Publication year - 2003
Publication title -
physica status solidi (b)
Language(s) - English
Resource type - Journals
SCImago Journal Rank - 0.51
H-Index - 109
eISSN - 1521-3951
pISSN - 0370-1972
DOI - 10.1002/pssb.200301622
Subject(s) - auger effect , atmospheric temperature range , auger , semiconductor , optoelectronics , materials science , laser , recombination , range (aeronautics) , atomic physics , spontaneous emission , chemistry , optics , physics , composite material , gene , biochemistry , meteorology
We have analysed experimentally the temperature and pressure dependence of 980 nm high‐power GaAs/AlGaAs/InGaAs semiconductor lasers in the temperature ( T ) range 80–350 K. Measurements of the threshold current and spontaneous emission allow us to study the underlying recombination occurring in the devices.

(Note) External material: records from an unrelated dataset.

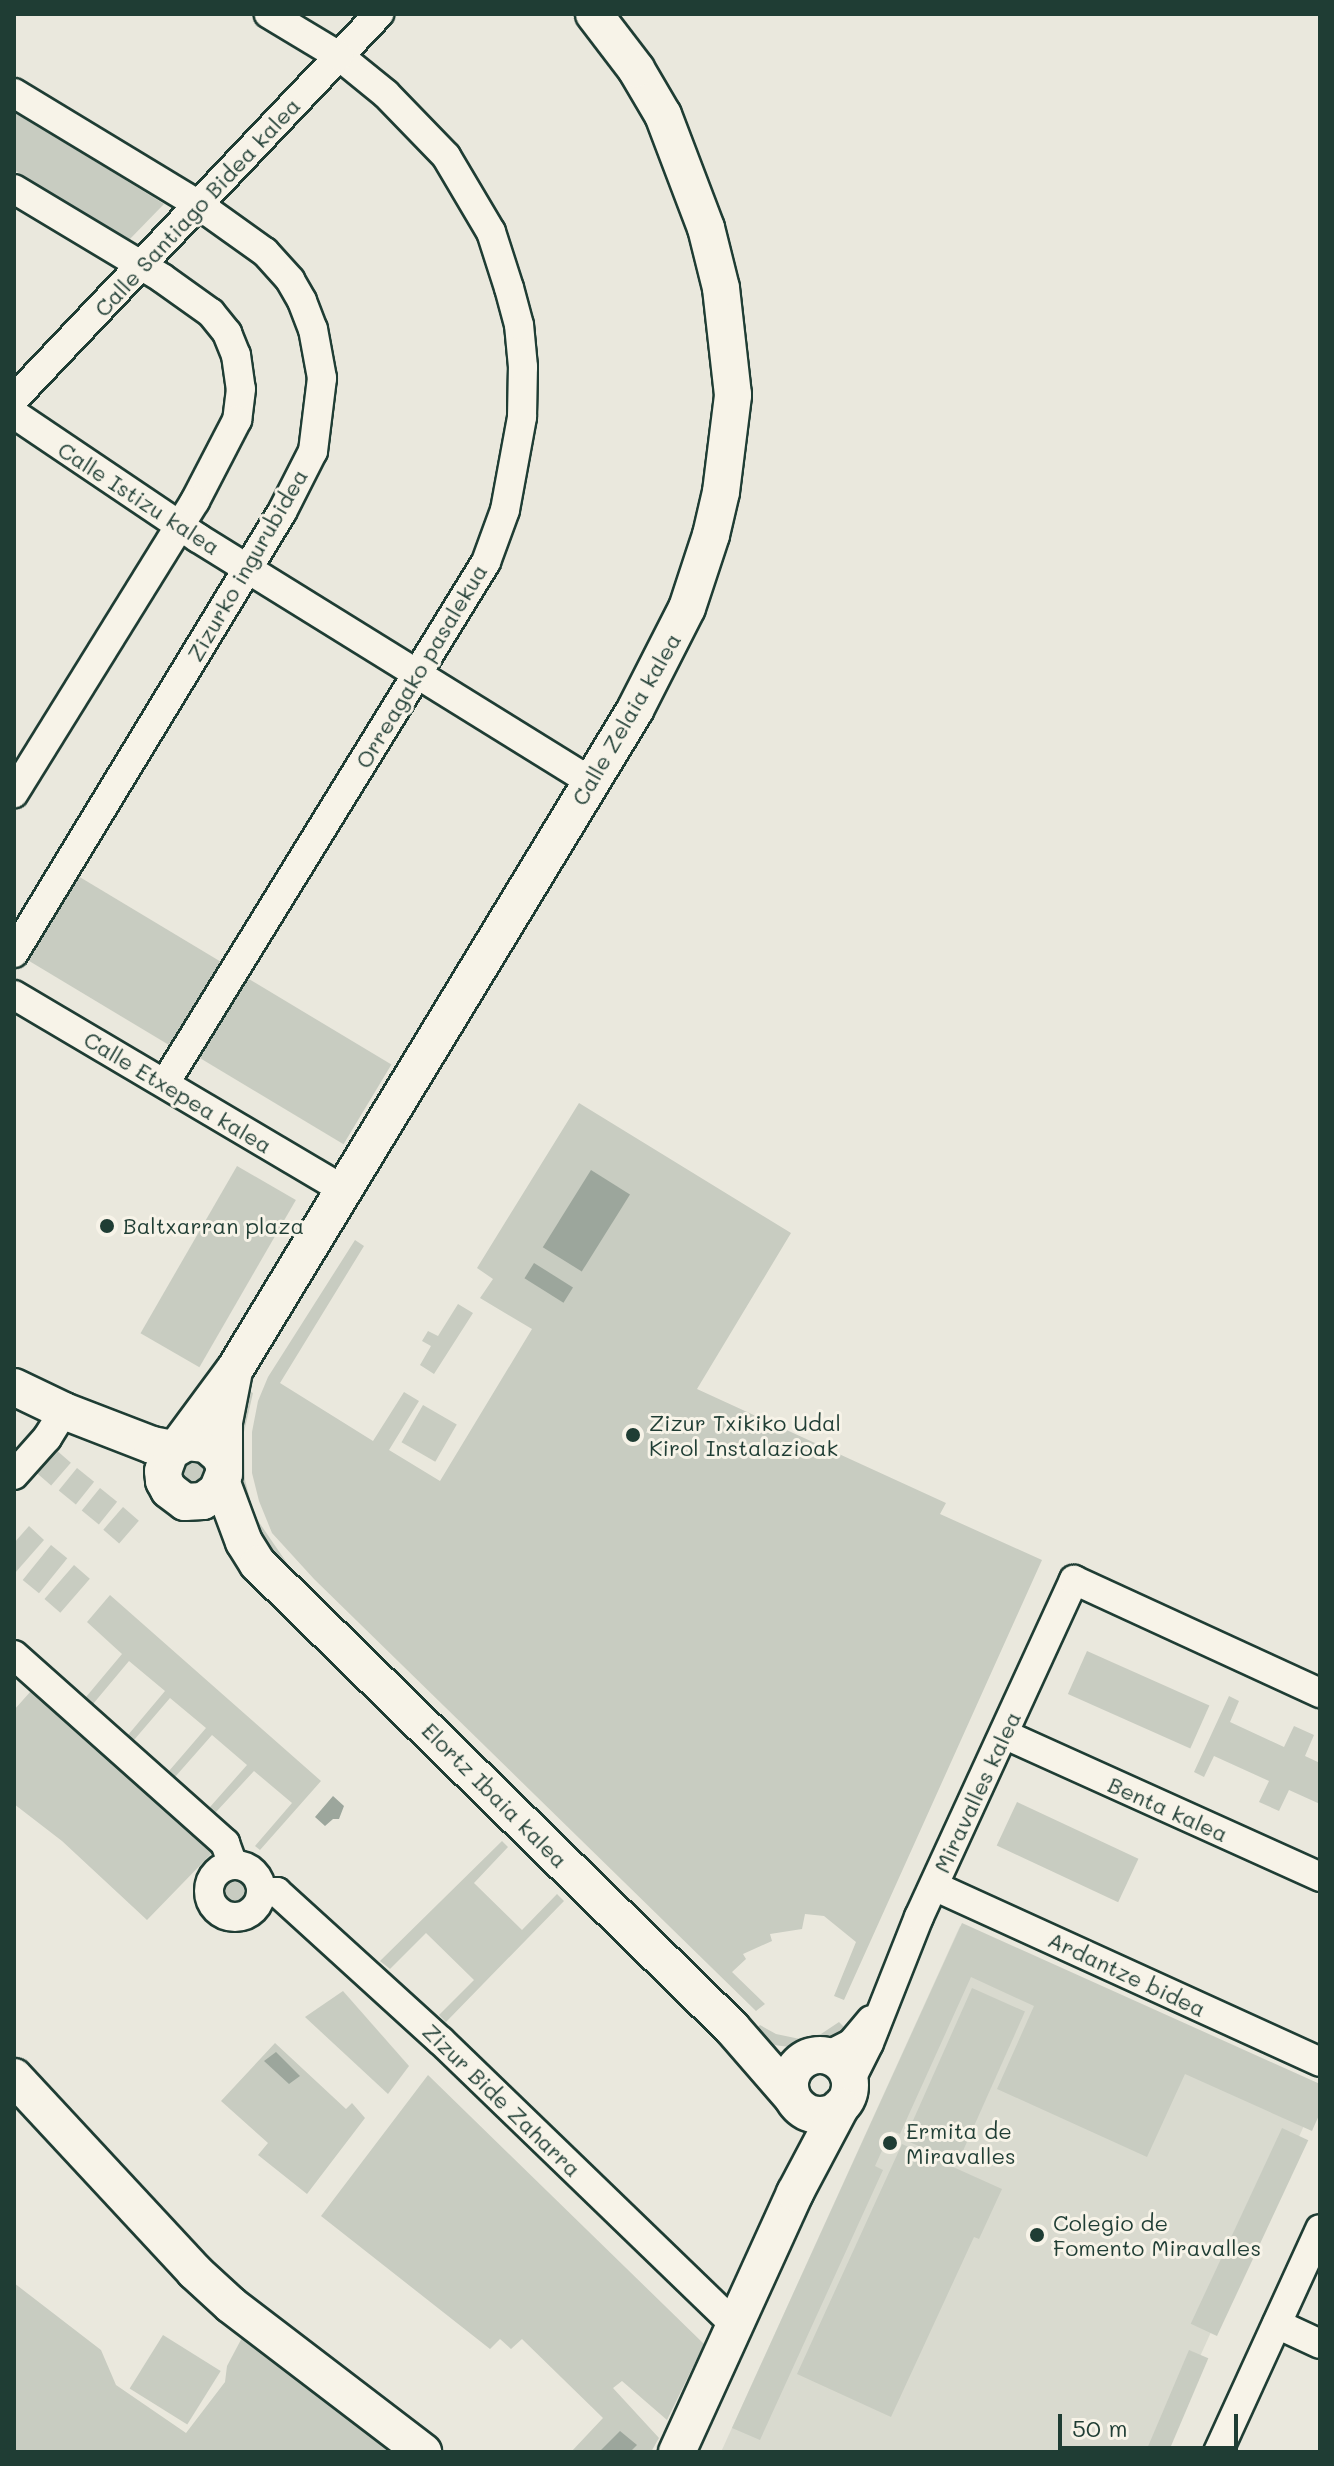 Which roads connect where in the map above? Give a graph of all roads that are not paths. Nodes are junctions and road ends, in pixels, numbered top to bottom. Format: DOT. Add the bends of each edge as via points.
graph roads {
  1 [pos="269,14"];
  2 [pos="379,14"];
  3 [pos="594,14"];
  4 [pos="339,56"];
  5 [pos="14,93"];
  6 [pos="14,189"];
  7 [pos="199,205"];
  8 [pos="141,266"];
  9 [pos="14,399"];
  10 [pos="14,414"];
  11 [pos="179,524"];
  12 [pos="247,568"];
  13 [pos="418,673"];
  14 [pos="592,782"];
  15 [pos="14,793"];
  16 [pos="14,953"];
  17 [pos="14,995"];
  18 [pos="165,1083"];
  19 [pos="342,1189"];
  20 [pos="235,1369"];
  21 [pos="14,1387"];
  22 [pos="73,1414"];
  23 [pos="175,1448"];
  24 [pos="223,1474"];
  25 [pos="14,1475"];
  26 [pos="177,1496"];
  27 [pos="258,1564"];
  28 [pos="14,1655"];
  29 [pos="1320,1693"];
  30 [pos="1017,1740"];
  31 [pos="233,1865"];
  32 [pos="1320,1877"];
  33 [pos="934,1886"];
  34 [pos="261,1892"];
  35 [pos="732,2028"];
  36 [pos="1320,2062"];
  37 [pos="832,2075"];
  38 [pos="14,2077"];
  39 [pos="796,2103"];
  40 [pos="795,2193"];
  41 [pos="1320,2229"];
  42 [pos="1277,2324"];
  43 [pos="735,2325"];
  44 [pos="1320,2344"];
  45 [pos="423,2452"];
  46 [pos="677,2452"];
  47 [pos="1218,2452"];
  1 -- 4 [label="street, Orreagako pasalekua"];
  2 -- 4 [label="street, Calle Santiago Bidea kalea"];
  3 -- 14 [label="street, Calle Zelaia kalea" via="656,104 687,172 721,288 733,395 721,492 701,572 671,643"];
  4 -- 7 [label="street, Calle Santiago Bidea kalea"];
  4 -- 13 [label="street, Orreagako pasalekua" via="419,124 446,156 491,232 519,325 522,417 505,510 486,562"];
  5 -- 7 [label="street, Zizurko ingurubidea"];
  6 -- 8 [label="street"];
  7 -- 8 [label="street, Calle Santiago Bidea kalea"];
  7 -- 12 [label="street, Zizurko ingurubidea" via="265,252 290,280 321,361 313,451"];
  8 -- 9 [label="street, Calle Santiago Bidea kalea"];
  8 -- 11 [label="street" via="211,313 227,333 240,369 237,420"];
  10 -- 11 [label="street, Calle Istizu kalea"];
  11 -- 12 [label="street, Calle Istizu kalea"];
  11 -- 15 [label="street"];
  12 -- 13 [label="street, Calle Istizu kalea"];
  12 -- 16 [label="street, Zizurko ingurubidea"];
  13 -- 14 [label="street, Calle Istizu kalea"];
  13 -- 18 [label="street, Orreagako pasalekua"];
  14 -- 19 [label="street, Calle Zelaia kalea"];
  17 -- 18 [label="street, Calle Etxepea kalea"];
  18 -- 19 [label="street, Calle Etxepea kalea"];
  19 -- 20 [label="street, Calle Zelaia kalea"];
  20 -- 23 [label="street, Calle Zelaia kalea"];
  20 -- 24 [label="street, Calle Zelaia kalea" via="224,1422"];
  21 -- 22 [label="street, Elortz Ibaia kalea"];
  22 -- 23 [label="street, Elortz Ibaia kalea" via="152,1445"];
  22 -- 25 [label="street"];
  22 -- 26 [label="street, Elortz Ibaia kalea"];
  23 -- 24 [label="street" via="197,1441 206,1444 220,1456"];
  23 -- 26 [label="street" via="163,1471"];
  24 -- 26 [label="street" via="210,1497"];
  24 -- 27 [label="street, Elortz Ibaia kalea" via="244,1542"];
  26 -- 27 [label="street, Elortz Ibaia kalea"];
  27 -- 35 [label="street, Elortz Ibaia kalea"];
  28 -- 31 [label="street" via="225,1843"];
  29 -- 33 [label="street, Miravalles kalea" via="1074,1580"];
  30 -- 32 [label="street, Benta kalea"];
  31 -- 34 [label="street" via="256,1876"];
  31 -- 34 [label="street" via="218,1871 209,1886 217,1910 232,1916 248,1913"];
  33 -- 36 [label="street, Ardantze bidea"];
  33 -- 37 [label="street, Miravalles kalea" via="869,2043"];
  34 -- 43 [label="street, Zizur Bide Zaharra" via="277,1892 441,2041"];
  35 -- 37 [label="street, Elortz Ibaia kalea" via="772,2053"];
  35 -- 39 [label="street, Elortz Ibaia kalea"];
  37 -- 39 [label="street" via="825,2114"];
  37 -- 39 [label="street" via="794,2069"];
  37 -- 40 [label="street, Miravalles kalea"];
  38 -- 45 [label="street" via="126,2201 231,2305"];
  39 -- 40 [label="street, Miravalles kalea" via="807,2134"];
  40 -- 43 [label="street, Miravalles kalea"];
  41 -- 42 [label="street"];
  42 -- 44 [label="street"];
  42 -- 47 [label="street"];
  43 -- 46 [label="street, Miravalles kalea"];
} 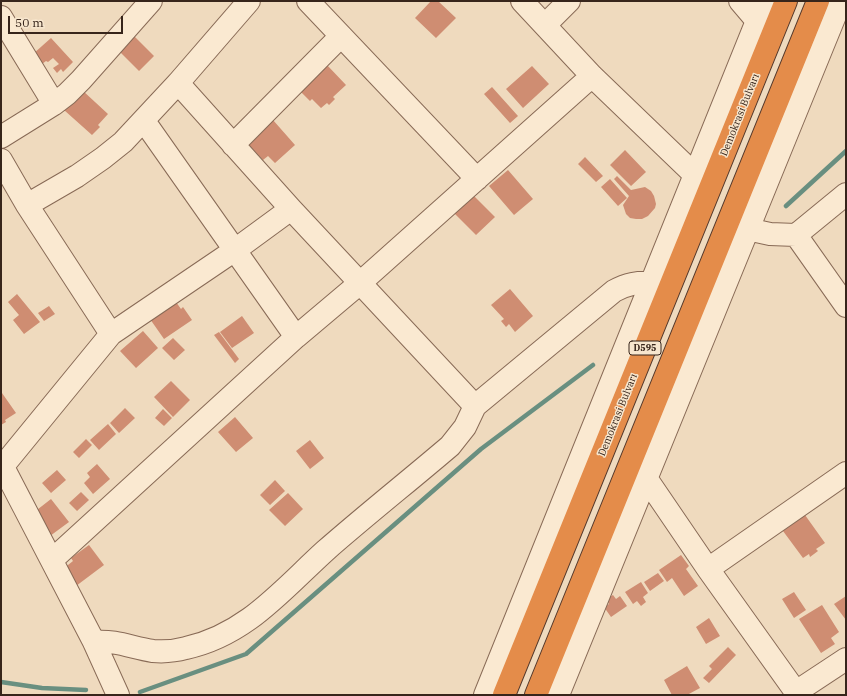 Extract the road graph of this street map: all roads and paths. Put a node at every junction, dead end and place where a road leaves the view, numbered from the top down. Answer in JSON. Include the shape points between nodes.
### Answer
{"nodes":[{"id":1,"x":151,"y":1,"type":"edge"},
{"id":2,"x":249,"y":1,"type":"edge"},
{"id":3,"x":308,"y":1,"type":"edge"},
{"id":4,"x":522,"y":1,"type":"edge"},
{"id":5,"x":569,"y":1,"type":"edge"},
{"id":6,"x":740,"y":1,"type":"edge"},
{"id":7,"x":786,"y":1,"type":"edge"},
{"id":8,"x":818,"y":1,"type":"edge"},
{"id":9,"x":841,"y":1,"type":"edge"},
{"id":10,"x":761,"y":11,"type":"edge"},
{"id":11,"x":1,"y":17,"type":"edge"},
{"id":12,"x":545,"y":25,"type":"junction"},
{"id":13,"x":341,"y":36,"type":"junction"},
{"id":14,"x":592,"y":76,"type":"junction"},
{"id":15,"x":178,"y":83,"type":"junction"},
{"id":16,"x":54,"y":104,"type":"junction"},
{"id":17,"x":144,"y":121,"type":"junction"},
{"id":18,"x":1,"y":137,"type":"edge"},
{"id":19,"x":233,"y":145,"type":"junction"},
{"id":20,"x":1,"y":160,"type":"edge"},
{"id":21,"x":695,"y":175,"type":"junction"},
{"id":22,"x":477,"y":179,"type":"junction"},
{"id":23,"x":846,"y":194,"type":"edge"},
{"id":24,"x":27,"y":205,"type":"junction"},
{"id":25,"x":291,"y":209,"type":"junction"},
{"id":26,"x":747,"y":229,"type":"junction"},
{"id":27,"x":796,"y":235,"type":"junction"},
{"id":28,"x":235,"y":250,"type":"junction"},
{"id":29,"x":360,"y":283,"type":"junction"},
{"id":30,"x":652,"y":283,"type":"junction"},
{"id":31,"x":846,"y":306,"type":"edge"},
{"id":32,"x":111,"y":334,"type":"junction"},
{"id":33,"x":296,"y":337,"type":"junction"},
{"id":34,"x":475,"y":406,"type":"junction"},
{"id":35,"x":2,"y":465,"type":"edge"},
{"id":36,"x":846,"y":473,"type":"edge"},
{"id":37,"x":646,"y":478,"type":"junction"},
{"id":38,"x":52,"y":560,"type":"junction"},
{"id":39,"x":708,"y":569,"type":"junction"},
{"id":40,"x":94,"y":642,"type":"junction"},
{"id":41,"x":846,"y":659,"type":"edge"},
{"id":42,"x":797,"y":693,"type":"edge"},
{"id":43,"x":118,"y":695,"type":"edge"},
{"id":44,"x":485,"y":695,"type":"edge"},
{"id":45,"x":504,"y":695,"type":"edge"},
{"id":46,"x":536,"y":695,"type":"edge"},
{"id":47,"x":558,"y":695,"type":"edge"}],
"edges":[{"from":1,"to":16,"type":"street","via":[[81,80]]},
{"from":2,"to":15,"type":"street"},
{"from":3,"to":13,"type":"street"},
{"from":4,"to":12,"type":"street"},
{"from":5,"to":12,"type":"street"},
{"from":6,"to":10,"type":"street"},
{"from":7,"to":45,"type":"highway","name":"Demokrasi Bulvarı","number":"D595"},
{"from":8,"to":46,"type":"highway","number":"D595"},
{"from":9,"to":26,"type":"street"},
{"from":10,"to":21,"type":"street"},
{"from":11,"to":16,"type":"street"},
{"from":12,"to":14,"type":"street"},
{"from":13,"to":19,"type":"street"},
{"from":13,"to":22,"type":"street"},
{"from":14,"to":21,"type":"street"},
{"from":14,"to":22,"type":"street"},
{"from":15,"to":17,"type":"street"},
{"from":15,"to":19,"type":"street"},
{"from":16,"to":18,"type":"street"},
{"from":17,"to":24,"type":"street","via":[[103,158]]},
{"from":17,"to":28,"type":"street"},
{"from":19,"to":25,"type":"street"},
{"from":20,"to":24,"type":"street"},
{"from":21,"to":30,"type":"street"},
{"from":22,"to":29,"type":"street"},
{"from":23,"to":27,"type":"street"},
{"from":24,"to":32,"type":"street"},
{"from":25,"to":28,"type":"street"},
{"from":25,"to":29,"type":"street"},
{"from":26,"to":27,"type":"street","via":[[770,234]]},
{"from":26,"to":37,"type":"street"},
{"from":27,"to":31,"type":"street"},
{"from":28,"to":32,"type":"street"},
{"from":28,"to":33,"type":"street"},
{"from":29,"to":33,"type":"street"},
{"from":29,"to":34,"type":"street"},
{"from":30,"to":34,"type":"street","via":[[632,283],[614,291]]},
{"from":30,"to":44,"type":"street"},
{"from":32,"to":35,"type":"street"},
{"from":33,"to":38,"type":"street"},
{"from":34,"to":40,"type":"street","via":[[465,427],[450,446],[326,551],[258,614],[241,626],[202,644],[170,651],[153,651],[116,642]]},
{"from":35,"to":38,"type":"street"},
{"from":36,"to":39,"type":"street"},
{"from":37,"to":39,"type":"street"},
{"from":37,"to":47,"type":"street"},
{"from":38,"to":40,"type":"street"},
{"from":39,"to":42,"type":"street"},
{"from":40,"to":43,"type":"street"},
{"from":41,"to":42,"type":"street"}]}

We observe that up to ≈250 K the dominant recombination mechanism is radiative ( J th ∝ T ). Above this temperature there is a super‐linear increase in threshold current and a resulting decrease in the characteristic temperature, T 0 (≈130 K at room temperature). Pressure measurements at room temperature allow us to differentiate between possible recombination processes. They show that leakage into the X minima accounts for only 0.1% of the total threshold current at atmospheric pressure and room temperature. We therefore conclude that Auger recombination is the cause of the super‐linear increase in threshold current over the normal temperature range of operation.